Northwestern Events Calendar

Jun
11
2019

Department of Linguistics Dissertation Defense: Tommy Denby

When: Tuesday, June 11, 2019
11:00 AM - 1:00 PM CT

Where: 2122 Sheridan Road, TGS Commons, Evanston, IL 60201 map it

Audience: Public

Contact: Talant Abdykairov   (847) 467-3384

Group: Linguistics Department

Category: Academic

Description:

The Voice of Experience: Causal Inference in Phonotactic Adaptation

ABSTRACT

Successfully grappling with the widespread linguistic variation of daily life requires speakers to adapt to systematic variation in the environment while discarding incidental variation, based on their prior experience.
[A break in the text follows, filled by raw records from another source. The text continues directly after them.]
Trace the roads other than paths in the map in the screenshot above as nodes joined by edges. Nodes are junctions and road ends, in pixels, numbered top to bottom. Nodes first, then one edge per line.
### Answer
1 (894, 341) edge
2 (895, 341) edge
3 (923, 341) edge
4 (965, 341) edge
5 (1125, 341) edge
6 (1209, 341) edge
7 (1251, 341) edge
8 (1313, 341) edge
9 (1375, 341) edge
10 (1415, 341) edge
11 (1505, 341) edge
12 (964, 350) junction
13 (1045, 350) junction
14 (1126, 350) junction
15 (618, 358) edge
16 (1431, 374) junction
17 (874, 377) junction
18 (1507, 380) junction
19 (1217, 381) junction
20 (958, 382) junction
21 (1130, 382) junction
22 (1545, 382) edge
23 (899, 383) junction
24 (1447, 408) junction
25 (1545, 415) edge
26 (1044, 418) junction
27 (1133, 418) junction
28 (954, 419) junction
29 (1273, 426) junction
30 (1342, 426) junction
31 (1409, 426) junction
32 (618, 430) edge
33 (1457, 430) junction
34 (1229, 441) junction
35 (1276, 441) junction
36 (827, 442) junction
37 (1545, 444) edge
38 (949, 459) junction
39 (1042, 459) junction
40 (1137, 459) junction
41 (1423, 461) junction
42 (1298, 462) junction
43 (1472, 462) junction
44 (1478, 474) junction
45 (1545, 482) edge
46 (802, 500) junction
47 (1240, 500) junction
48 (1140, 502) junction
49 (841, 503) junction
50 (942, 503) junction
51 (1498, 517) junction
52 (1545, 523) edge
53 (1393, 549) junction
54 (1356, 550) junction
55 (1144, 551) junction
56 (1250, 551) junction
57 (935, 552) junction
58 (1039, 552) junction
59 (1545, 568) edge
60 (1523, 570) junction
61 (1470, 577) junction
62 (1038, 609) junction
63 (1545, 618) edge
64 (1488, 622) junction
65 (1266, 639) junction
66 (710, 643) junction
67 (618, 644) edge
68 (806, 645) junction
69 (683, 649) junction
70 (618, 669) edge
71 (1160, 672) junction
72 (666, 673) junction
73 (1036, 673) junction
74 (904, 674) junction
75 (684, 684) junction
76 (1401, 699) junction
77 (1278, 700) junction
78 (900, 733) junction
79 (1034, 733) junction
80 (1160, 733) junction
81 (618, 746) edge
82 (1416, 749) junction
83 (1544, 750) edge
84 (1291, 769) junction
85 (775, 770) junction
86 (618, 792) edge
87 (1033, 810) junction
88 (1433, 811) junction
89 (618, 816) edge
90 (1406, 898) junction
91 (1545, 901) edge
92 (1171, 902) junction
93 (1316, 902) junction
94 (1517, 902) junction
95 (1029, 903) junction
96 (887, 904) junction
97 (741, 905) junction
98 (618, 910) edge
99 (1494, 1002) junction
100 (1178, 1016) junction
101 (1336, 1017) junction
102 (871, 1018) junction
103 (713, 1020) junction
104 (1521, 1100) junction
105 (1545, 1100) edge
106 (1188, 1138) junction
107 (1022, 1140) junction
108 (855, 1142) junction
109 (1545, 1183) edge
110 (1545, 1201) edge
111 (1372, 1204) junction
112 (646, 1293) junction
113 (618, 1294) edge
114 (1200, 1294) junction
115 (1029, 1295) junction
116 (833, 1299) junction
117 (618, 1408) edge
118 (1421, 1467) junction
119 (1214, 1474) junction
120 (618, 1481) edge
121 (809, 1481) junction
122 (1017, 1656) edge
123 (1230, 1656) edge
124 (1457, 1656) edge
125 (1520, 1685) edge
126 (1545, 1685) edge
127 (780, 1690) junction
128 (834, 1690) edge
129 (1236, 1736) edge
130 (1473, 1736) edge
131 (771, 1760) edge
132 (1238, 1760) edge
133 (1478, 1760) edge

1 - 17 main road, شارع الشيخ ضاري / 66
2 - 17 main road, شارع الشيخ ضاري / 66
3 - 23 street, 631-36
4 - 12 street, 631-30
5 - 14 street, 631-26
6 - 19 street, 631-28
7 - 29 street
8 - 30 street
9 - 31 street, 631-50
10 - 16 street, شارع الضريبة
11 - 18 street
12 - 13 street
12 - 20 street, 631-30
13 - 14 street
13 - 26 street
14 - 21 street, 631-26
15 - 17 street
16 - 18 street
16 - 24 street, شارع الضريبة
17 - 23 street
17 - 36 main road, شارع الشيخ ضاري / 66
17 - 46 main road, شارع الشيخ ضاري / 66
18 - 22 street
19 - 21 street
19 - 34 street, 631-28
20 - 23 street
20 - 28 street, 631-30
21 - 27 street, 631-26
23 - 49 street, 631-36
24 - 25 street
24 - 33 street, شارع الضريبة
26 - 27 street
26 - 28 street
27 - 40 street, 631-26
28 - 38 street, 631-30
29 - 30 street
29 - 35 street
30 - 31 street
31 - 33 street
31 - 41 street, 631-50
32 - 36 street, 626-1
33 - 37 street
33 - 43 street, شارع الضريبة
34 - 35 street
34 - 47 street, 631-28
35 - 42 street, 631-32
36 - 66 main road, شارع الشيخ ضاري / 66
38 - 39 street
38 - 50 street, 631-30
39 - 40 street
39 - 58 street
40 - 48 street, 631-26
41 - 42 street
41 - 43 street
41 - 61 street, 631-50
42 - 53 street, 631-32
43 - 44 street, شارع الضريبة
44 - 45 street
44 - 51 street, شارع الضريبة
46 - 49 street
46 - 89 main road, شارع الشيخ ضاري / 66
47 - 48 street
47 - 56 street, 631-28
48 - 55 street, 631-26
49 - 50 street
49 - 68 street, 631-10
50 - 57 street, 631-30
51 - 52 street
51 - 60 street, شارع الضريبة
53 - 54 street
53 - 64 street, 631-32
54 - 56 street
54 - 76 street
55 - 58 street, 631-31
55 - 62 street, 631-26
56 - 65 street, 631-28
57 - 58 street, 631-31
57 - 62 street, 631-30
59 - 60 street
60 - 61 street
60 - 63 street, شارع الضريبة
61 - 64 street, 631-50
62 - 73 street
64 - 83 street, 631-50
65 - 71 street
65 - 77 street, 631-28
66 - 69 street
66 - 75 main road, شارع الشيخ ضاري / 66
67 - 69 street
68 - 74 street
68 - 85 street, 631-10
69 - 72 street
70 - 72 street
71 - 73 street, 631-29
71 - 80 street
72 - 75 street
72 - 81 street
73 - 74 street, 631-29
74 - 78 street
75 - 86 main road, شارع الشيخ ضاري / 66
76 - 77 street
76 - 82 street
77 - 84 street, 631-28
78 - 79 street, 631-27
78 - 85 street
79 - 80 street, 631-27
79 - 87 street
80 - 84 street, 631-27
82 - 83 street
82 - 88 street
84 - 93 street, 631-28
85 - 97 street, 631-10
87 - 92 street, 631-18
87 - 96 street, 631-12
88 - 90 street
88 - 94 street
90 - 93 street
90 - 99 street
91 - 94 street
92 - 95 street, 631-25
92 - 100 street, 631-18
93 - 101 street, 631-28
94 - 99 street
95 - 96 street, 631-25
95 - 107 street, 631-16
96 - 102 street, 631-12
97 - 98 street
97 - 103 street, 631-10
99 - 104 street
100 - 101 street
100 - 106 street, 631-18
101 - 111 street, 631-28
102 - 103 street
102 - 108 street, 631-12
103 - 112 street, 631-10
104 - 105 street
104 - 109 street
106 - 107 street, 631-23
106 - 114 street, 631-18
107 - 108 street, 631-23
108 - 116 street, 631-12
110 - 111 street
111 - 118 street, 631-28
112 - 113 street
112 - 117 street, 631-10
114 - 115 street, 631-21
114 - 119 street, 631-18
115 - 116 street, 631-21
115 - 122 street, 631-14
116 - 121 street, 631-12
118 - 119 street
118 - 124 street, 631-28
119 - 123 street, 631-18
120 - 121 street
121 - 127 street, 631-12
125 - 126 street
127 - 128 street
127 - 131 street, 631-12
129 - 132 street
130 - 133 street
In the case of phonotactics, speakers’ prior experience is that talkers who differ in their language background are likely to vary in their phonotactic grammars, while talkers who share a language variety are unlikely to do so. I argue that when speakers are exposed to multiple talkers whose phonotactics vary, and those talkers differ in their language background, listeners infer the variation is systematic, and adapt. Conversely, if the talkers share a language background, listeners will infer the variation is incidental, and not adapt.
In two studies, we tested this prediction by exposing listeners to two talkers, each of whom exhibited a different phonotactic constraint. Study 1 examined adaptation in perception: when listeners were exposed to talkers who differed in their language background (1 English vs. 1 French talker), they showed a high degree of adaptation; when the talkers shared a language background (2 English or 2 French talkers), listeners showed a lower degree of adaptation. In a second experiment, listeners showed a high degree of adaptation even when both talkers were non-native speakers with different language backgrounds (Hindi vs. Hungarian), suggesting that listeners make fine-grained distinctions between different non-native language phonotactics.
Study 2 examined adaptation in speech production, using a tongue twister paradigm. Mirroring Study 1, model talkers either shared or differed in their language background. Results were largely inconclusive—there was some evidence of increased adaptation when participants were exposed to model talkers with different language backgrounds, but the effect was inconsistent.
Together, these results suggest that phonotactic adaptation is flexible, but constrained by the causal inferences listeners draw from their prior experience, particularly in perception.